■ **Task**
In the entries below, find the string "followed" and return each line holding it.

Stored items from a collection:
*** Block opens ***
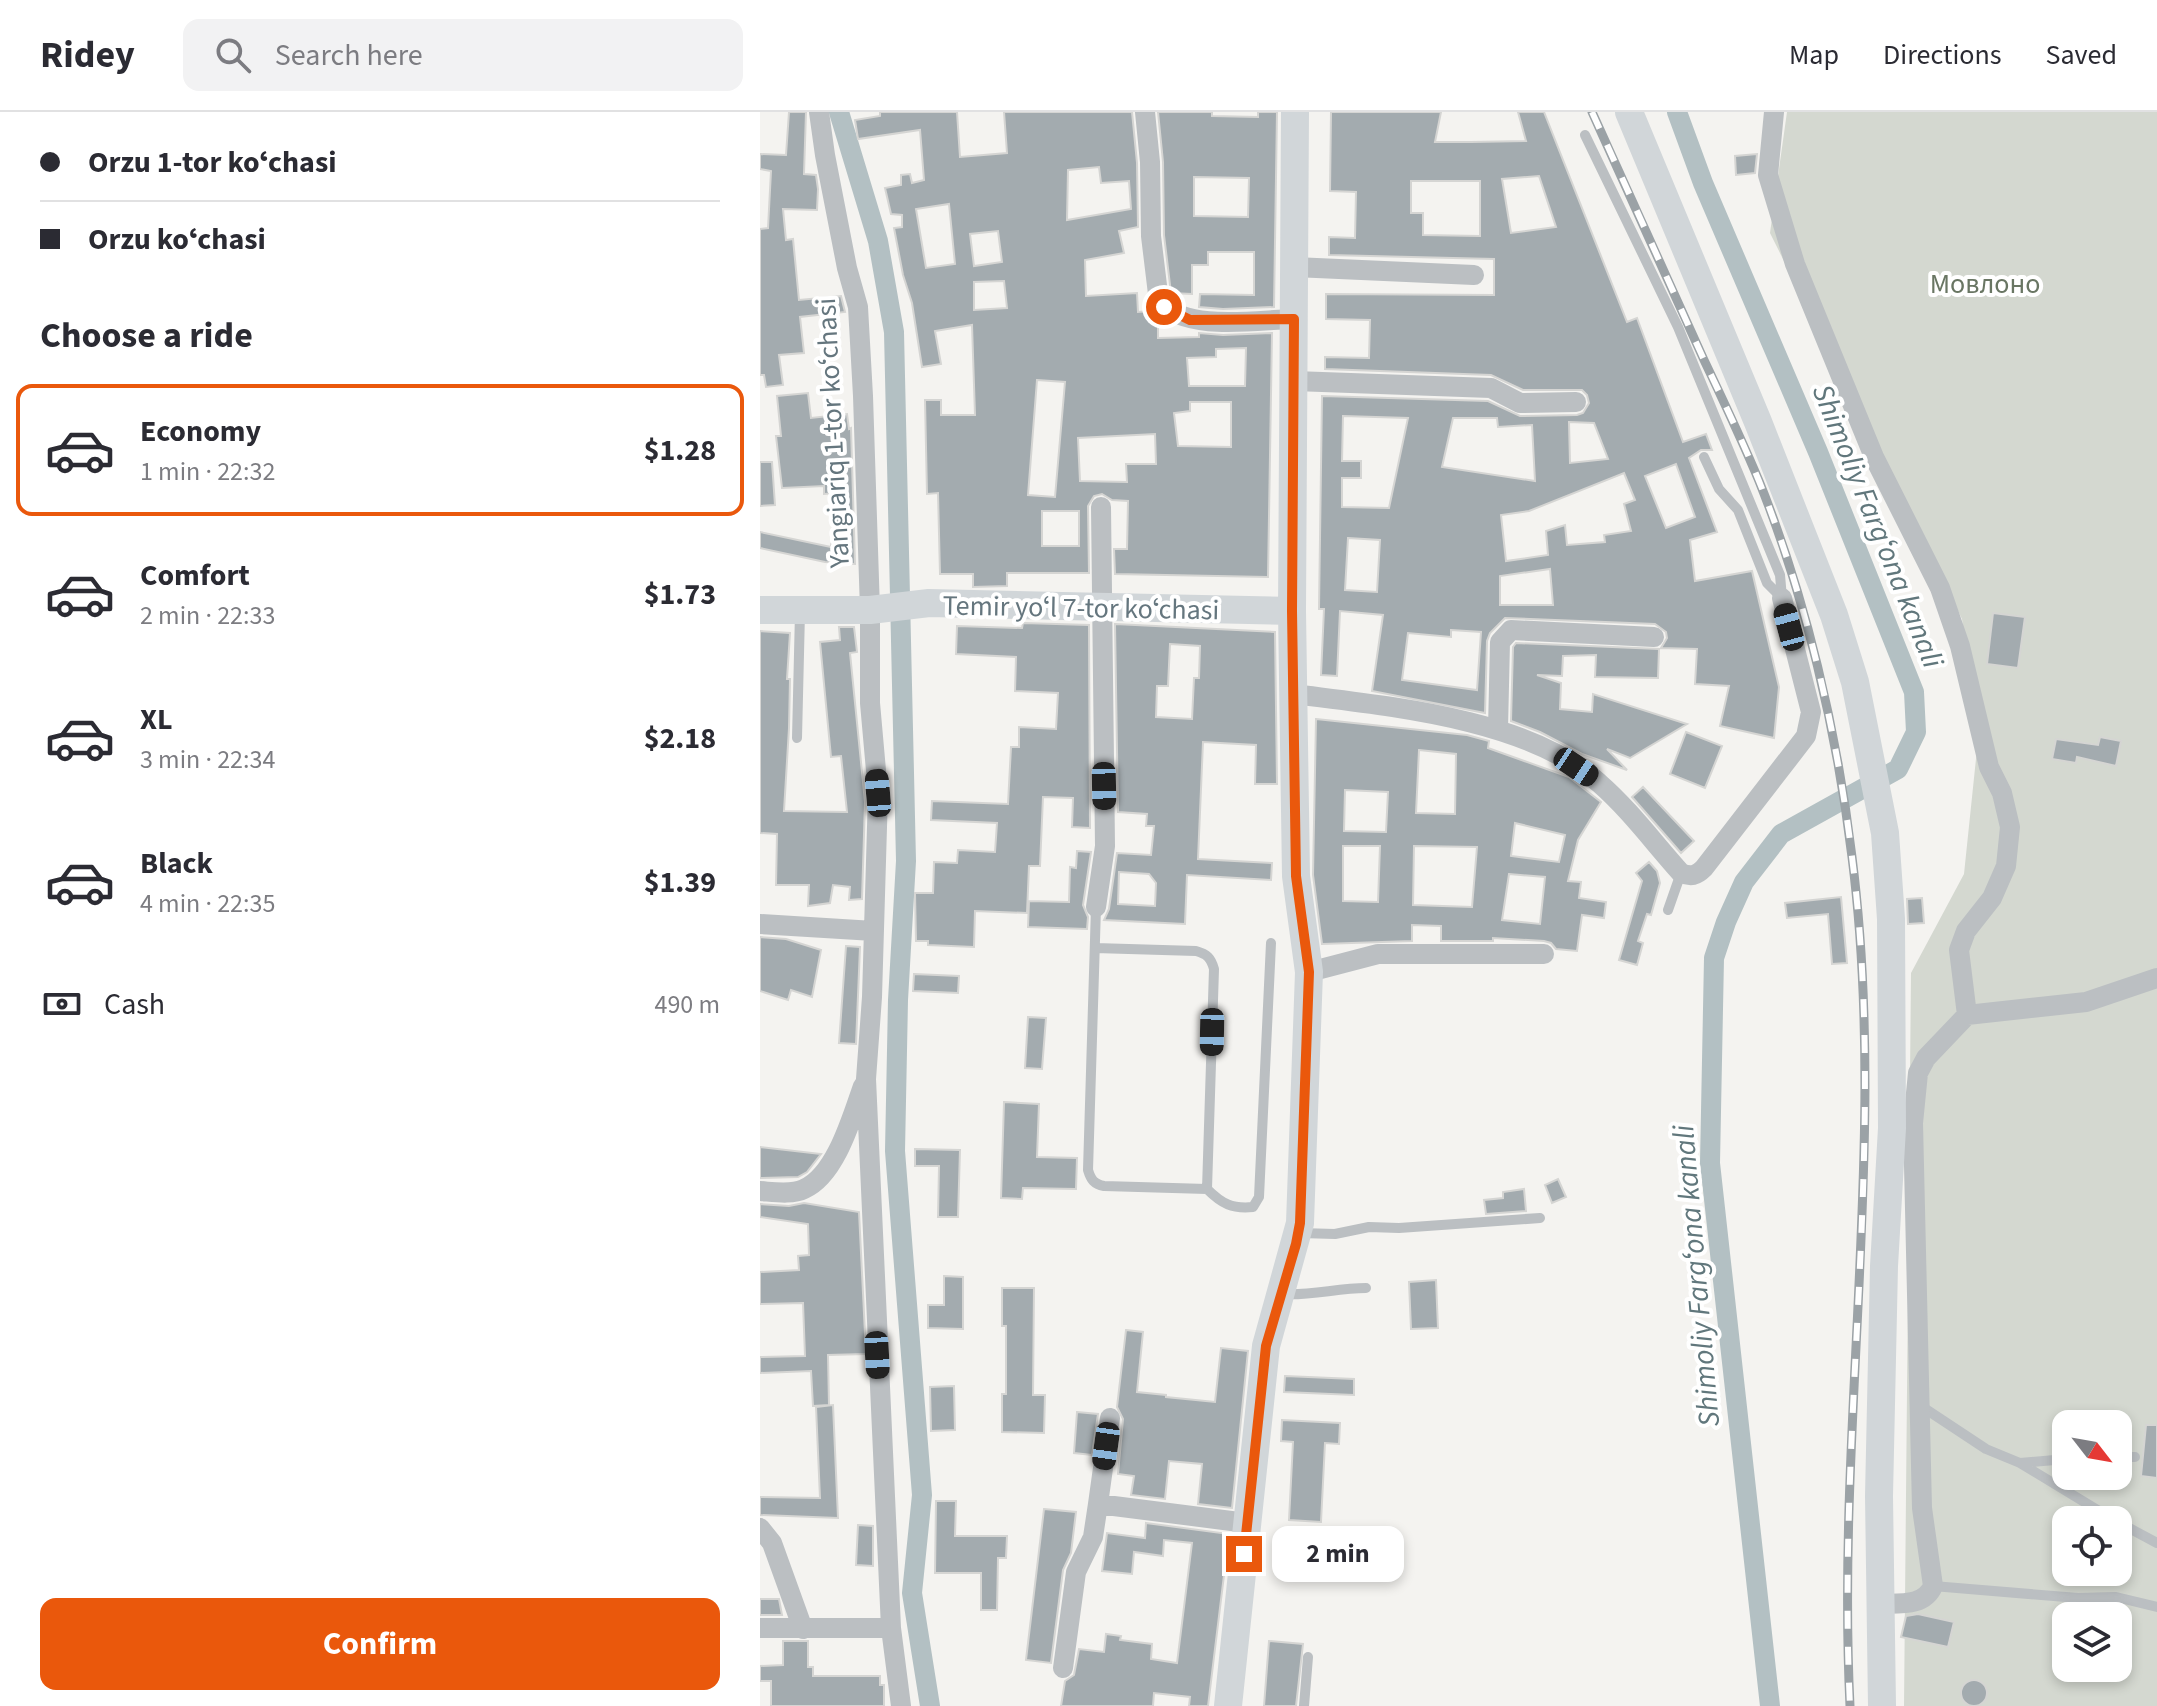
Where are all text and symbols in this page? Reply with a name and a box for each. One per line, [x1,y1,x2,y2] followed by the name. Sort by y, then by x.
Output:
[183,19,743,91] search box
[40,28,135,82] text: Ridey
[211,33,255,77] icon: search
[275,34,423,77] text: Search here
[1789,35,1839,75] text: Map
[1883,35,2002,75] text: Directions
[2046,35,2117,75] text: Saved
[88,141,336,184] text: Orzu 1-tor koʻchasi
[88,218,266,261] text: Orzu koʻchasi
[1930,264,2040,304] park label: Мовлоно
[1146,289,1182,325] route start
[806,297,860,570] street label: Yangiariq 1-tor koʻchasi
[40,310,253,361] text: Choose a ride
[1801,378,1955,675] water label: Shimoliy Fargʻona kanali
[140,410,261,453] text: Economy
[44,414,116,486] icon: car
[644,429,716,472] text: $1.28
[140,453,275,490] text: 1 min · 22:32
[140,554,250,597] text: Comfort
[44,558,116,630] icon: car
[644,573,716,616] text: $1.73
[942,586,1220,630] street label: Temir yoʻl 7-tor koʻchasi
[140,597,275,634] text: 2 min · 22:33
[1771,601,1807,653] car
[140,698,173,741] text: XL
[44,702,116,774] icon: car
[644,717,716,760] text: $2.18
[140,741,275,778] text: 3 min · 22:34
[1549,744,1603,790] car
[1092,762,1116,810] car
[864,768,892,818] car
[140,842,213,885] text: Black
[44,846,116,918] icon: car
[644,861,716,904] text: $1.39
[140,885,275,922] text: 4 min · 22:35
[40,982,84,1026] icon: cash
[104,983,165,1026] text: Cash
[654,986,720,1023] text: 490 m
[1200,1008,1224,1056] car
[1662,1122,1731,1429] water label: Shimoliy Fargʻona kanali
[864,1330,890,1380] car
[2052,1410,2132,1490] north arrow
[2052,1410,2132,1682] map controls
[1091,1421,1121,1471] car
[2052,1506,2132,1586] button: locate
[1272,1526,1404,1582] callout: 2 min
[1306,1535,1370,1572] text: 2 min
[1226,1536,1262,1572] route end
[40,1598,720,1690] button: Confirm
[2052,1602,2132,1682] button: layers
*** Block closes ***
*** Block opens ***
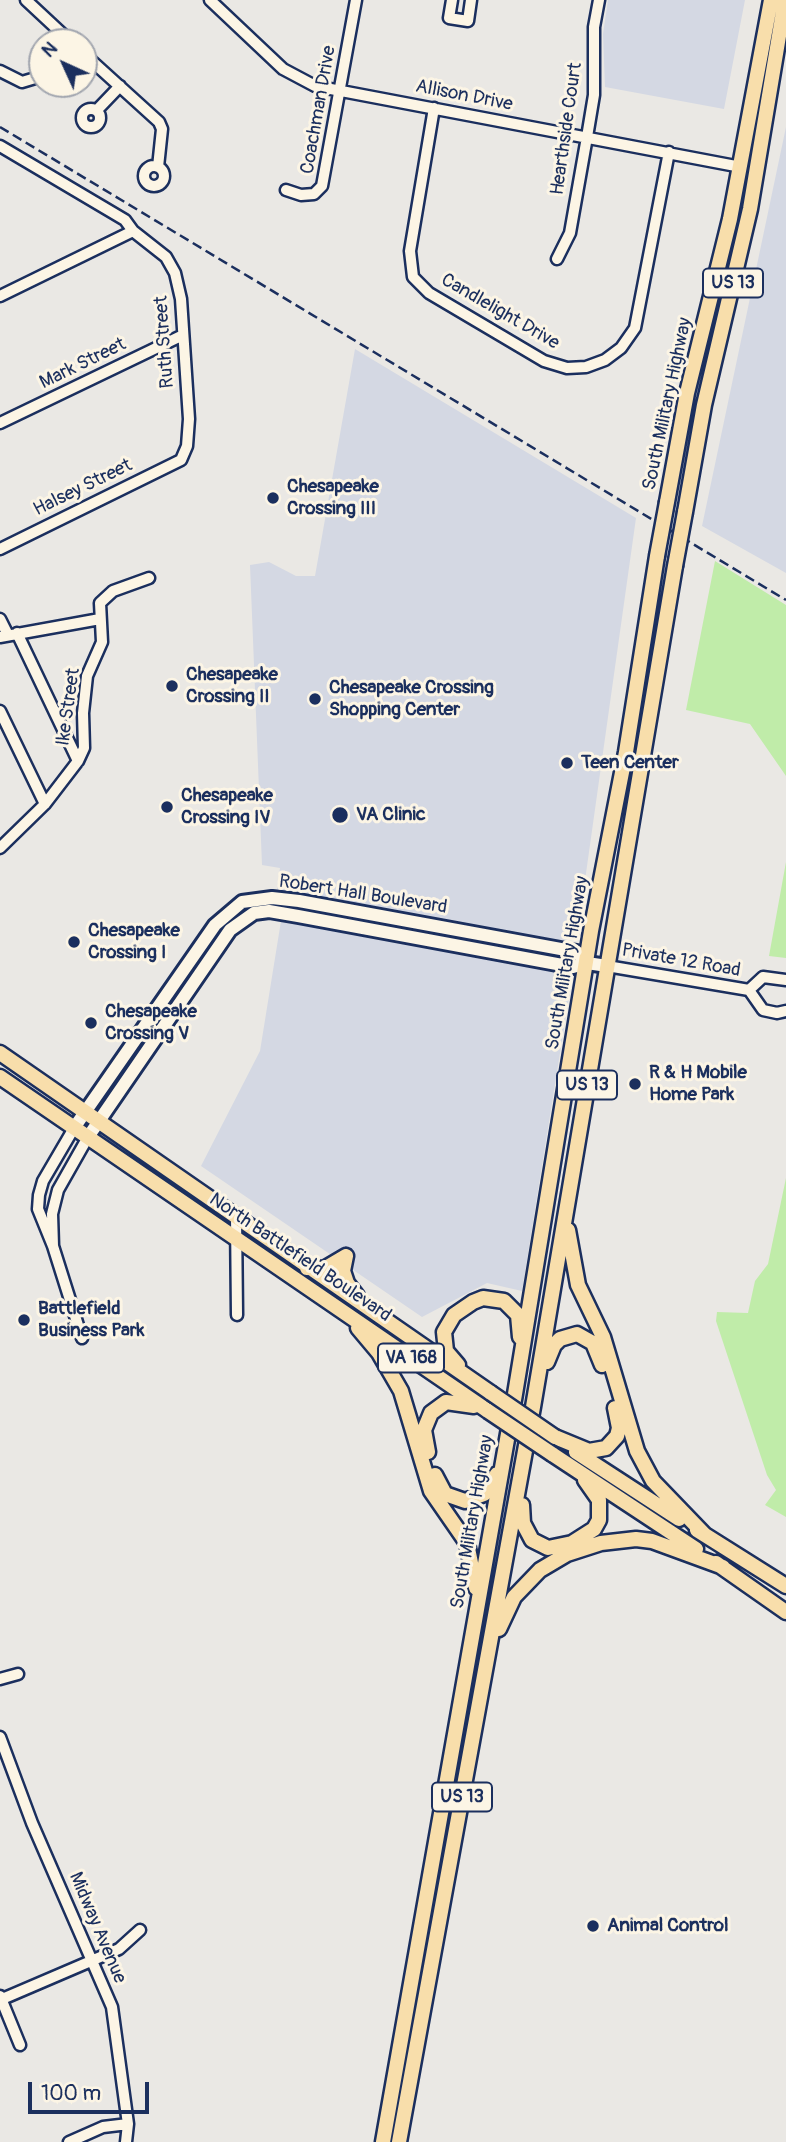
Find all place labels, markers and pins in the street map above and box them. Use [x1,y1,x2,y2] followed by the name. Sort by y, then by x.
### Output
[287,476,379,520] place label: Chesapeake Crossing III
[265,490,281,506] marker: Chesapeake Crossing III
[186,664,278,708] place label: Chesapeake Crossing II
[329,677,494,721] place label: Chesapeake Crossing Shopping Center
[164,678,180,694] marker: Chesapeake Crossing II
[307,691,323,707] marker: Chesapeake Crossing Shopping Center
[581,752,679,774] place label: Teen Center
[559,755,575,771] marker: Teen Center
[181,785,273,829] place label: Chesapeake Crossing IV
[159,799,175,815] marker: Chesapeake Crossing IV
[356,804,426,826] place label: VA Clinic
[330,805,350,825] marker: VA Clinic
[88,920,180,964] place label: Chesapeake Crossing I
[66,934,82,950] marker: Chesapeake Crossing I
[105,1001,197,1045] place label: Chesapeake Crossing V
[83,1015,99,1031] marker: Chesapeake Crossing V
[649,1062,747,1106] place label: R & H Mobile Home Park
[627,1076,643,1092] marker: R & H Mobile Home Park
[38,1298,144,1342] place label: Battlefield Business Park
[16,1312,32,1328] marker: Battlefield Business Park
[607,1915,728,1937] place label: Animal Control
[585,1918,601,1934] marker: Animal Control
*** Block closes ***
*** Block opens ***
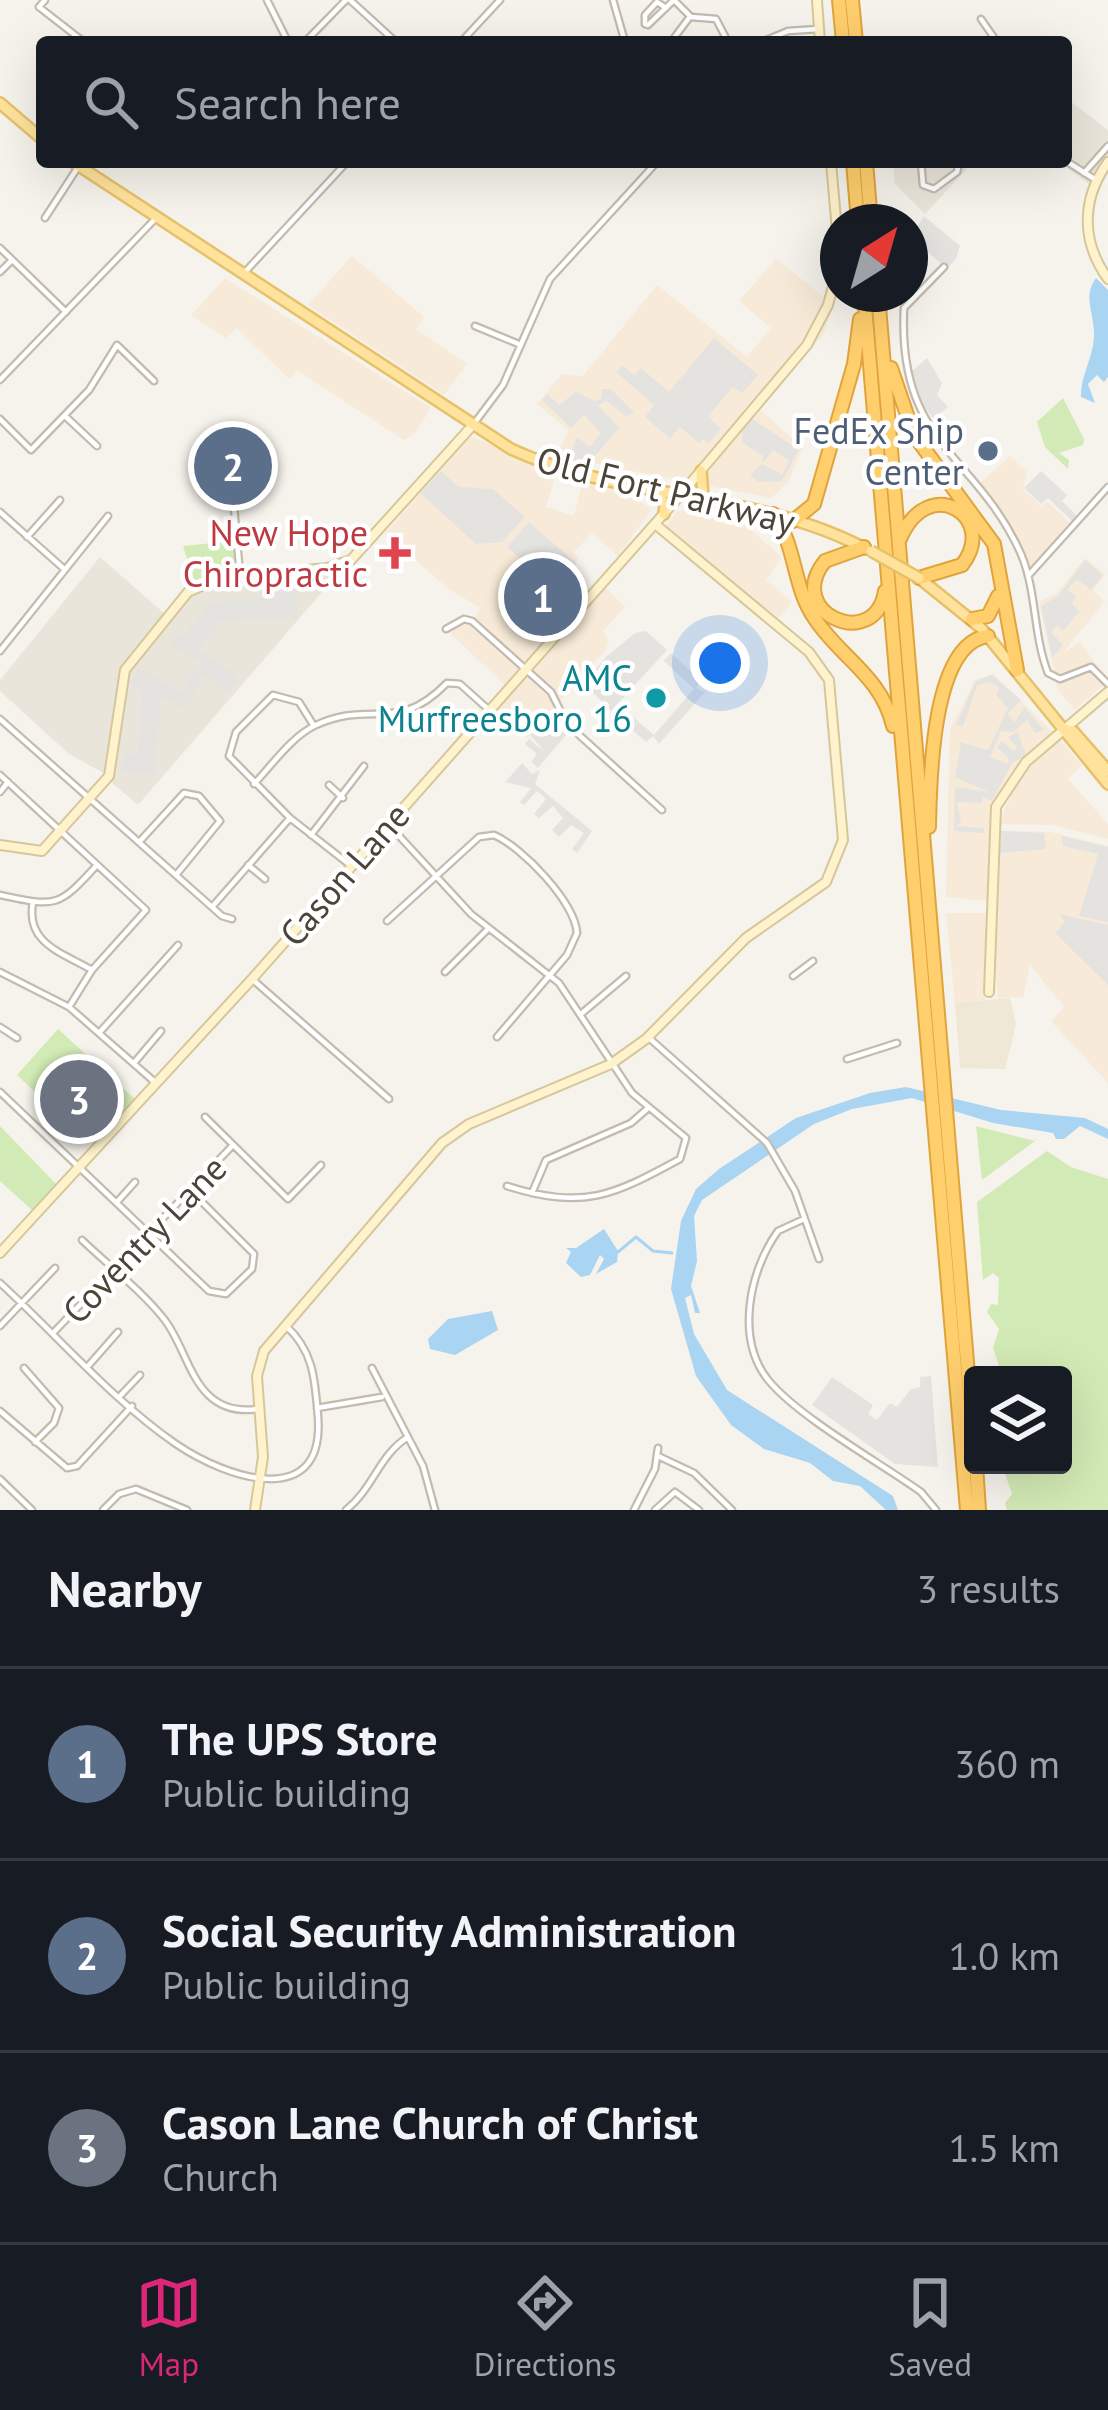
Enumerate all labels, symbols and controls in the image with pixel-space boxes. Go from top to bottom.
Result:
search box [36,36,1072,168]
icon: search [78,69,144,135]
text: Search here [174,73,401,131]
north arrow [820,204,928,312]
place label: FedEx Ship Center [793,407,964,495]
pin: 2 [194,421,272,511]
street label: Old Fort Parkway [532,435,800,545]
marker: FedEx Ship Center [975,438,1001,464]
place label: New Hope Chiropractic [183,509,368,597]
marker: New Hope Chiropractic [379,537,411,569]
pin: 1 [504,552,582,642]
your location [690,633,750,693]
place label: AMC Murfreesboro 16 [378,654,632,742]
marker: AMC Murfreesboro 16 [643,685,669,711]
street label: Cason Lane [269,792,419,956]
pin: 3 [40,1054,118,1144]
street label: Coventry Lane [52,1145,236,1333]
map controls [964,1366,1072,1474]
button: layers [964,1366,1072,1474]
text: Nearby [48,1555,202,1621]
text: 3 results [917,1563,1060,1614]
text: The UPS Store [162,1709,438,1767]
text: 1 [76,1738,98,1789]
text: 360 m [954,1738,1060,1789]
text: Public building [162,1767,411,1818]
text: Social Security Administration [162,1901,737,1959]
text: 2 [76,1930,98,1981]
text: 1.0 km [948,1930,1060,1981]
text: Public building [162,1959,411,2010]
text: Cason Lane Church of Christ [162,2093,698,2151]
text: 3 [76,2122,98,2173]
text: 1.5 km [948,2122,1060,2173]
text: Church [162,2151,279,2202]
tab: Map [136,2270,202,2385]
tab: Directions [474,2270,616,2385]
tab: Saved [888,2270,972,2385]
*** Block closes ***
■ **Exercise output**
Where are all text and symbols in this page? Reply with a name and a box for each. One per line, [x1,y1,x2,y2] followed by the name. Sort by y, then by x.
Find all place labels, markers and pins in the street map above and box them. Use [x1,y1,x2,y2] followed by the name. Sort by y, then by x.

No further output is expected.